Support The Moscow Times!

Ukraine Security Service Catches Alleged Russian Spy in Its Ranks

Ukrainian security service chief Ivan Bakanov. Ukrinform via ZUMA Wire

The Ukrainian security service said on Tuesday it has detained a high-ranking employee on suspicion of spying for Russia and planning terror attacks.

The investigation has uncovered "indisputable evidence" including audio and video recordings which show that Major General Valery Shaytanov had planned terror attacks in Ukraine and collected intelligence for Russia's FSB security service, the SBU service said.

"Unfortunately, a man who had to protect Ukraine in fact worked against it," SBU chief Ivan Bakanov was quoted as saying in a statement.

Shaytanov was detained as a result of "a complicated, long-term, multi-level special operation," Bakanov said.

Authorities are gearing up to lay charges of state treason and planning terror attacks against the detained man, the security service added.

Shaytanov, who received the rank of major general after a bloody pro-Western uprising in 2014, allegedly passed to his Russian handlers information about secret operations of Ukrainian forces battling against Kremlin-backed separatists in the country's east, the SBU said.
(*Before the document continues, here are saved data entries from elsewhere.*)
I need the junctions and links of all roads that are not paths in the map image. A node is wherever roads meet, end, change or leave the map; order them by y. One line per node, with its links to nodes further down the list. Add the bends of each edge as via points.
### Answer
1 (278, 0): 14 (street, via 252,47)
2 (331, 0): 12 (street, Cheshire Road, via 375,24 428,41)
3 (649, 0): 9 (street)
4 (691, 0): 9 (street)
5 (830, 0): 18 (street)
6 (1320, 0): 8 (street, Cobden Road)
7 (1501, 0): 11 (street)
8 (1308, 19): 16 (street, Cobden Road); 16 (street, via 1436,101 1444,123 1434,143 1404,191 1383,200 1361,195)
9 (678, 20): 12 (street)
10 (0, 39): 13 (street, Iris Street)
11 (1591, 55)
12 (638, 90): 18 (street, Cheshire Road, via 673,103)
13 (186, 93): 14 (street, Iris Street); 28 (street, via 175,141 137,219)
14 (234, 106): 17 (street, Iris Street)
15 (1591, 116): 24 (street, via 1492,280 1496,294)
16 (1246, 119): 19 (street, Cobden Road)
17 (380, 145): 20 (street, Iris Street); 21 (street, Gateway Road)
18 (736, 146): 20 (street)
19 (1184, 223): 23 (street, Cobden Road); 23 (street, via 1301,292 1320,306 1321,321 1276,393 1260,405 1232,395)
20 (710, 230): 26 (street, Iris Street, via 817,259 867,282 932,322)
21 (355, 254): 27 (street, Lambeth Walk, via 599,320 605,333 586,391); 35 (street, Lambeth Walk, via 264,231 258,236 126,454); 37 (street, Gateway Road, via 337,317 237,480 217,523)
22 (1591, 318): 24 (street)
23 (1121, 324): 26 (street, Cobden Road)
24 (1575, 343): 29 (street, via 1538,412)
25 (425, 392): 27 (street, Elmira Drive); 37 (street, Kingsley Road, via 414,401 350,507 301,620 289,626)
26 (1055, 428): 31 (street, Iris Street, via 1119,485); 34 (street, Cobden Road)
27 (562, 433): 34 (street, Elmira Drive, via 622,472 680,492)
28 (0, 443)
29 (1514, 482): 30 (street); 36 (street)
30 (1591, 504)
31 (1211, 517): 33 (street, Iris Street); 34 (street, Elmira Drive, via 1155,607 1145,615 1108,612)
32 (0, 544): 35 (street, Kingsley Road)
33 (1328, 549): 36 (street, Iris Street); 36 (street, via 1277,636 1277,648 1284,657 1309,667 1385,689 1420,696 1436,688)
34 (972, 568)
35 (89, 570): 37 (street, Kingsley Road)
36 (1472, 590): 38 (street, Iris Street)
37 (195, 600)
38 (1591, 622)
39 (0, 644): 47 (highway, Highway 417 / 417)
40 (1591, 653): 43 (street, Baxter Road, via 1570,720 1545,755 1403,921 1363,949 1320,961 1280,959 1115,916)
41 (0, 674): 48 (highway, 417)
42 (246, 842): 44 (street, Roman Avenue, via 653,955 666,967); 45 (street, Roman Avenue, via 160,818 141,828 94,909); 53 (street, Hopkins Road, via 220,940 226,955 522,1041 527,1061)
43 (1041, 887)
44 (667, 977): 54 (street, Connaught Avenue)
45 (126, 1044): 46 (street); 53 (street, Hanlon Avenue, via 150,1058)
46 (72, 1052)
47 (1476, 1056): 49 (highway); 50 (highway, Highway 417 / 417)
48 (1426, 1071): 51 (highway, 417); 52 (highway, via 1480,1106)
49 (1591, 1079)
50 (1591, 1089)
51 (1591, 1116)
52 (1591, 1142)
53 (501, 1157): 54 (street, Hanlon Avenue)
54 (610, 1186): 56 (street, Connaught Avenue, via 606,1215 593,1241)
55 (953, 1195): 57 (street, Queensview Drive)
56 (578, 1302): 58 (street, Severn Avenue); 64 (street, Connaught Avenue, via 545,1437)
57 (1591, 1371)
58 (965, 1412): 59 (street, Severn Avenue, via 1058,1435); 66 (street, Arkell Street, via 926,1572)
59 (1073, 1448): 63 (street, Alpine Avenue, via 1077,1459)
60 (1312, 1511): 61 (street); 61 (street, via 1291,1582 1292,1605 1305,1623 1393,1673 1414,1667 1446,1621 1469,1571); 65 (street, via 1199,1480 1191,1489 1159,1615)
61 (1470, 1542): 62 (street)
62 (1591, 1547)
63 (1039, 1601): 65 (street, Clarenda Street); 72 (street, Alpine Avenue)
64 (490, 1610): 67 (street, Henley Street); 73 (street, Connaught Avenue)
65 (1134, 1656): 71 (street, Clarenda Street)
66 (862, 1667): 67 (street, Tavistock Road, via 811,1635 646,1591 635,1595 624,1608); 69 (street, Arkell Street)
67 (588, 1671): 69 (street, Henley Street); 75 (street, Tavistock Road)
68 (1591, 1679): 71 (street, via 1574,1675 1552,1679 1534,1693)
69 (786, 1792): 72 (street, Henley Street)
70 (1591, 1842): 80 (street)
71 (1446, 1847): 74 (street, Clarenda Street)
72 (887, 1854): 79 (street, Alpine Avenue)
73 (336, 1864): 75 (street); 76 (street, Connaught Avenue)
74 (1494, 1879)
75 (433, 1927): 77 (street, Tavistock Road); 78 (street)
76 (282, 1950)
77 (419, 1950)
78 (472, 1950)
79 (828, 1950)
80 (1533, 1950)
He also planned terror attacks in Ukraine for which he was promised $200,000 and a Russian passport, the SBU claimed.

He is also suspected of planning the murder of Chechen man Adam Osmayev, accused of plotting to kill Russian President Vladimir Putin in 2012.

Osmayev and his wife Amina Okuyeva fought as volunteers alongside the Ukrainian army in the east.

Osmayev survived two attempts on his life but his wife was killed in the second attack when their car was hit by a hail of bullets as it was crossing a railway line in a village near Kiev in 2017.

Ties between Ukraine and Russia were shredded after the annexation of Crimea in 2014. 

Moscow went on to support insurgents in eastern Ukraine who launched a bid for independence the same year.

Since then more than 13,000 people have been killed in the conflict.

Read more

Independent journalism isn’t dead. You can help keep it alive.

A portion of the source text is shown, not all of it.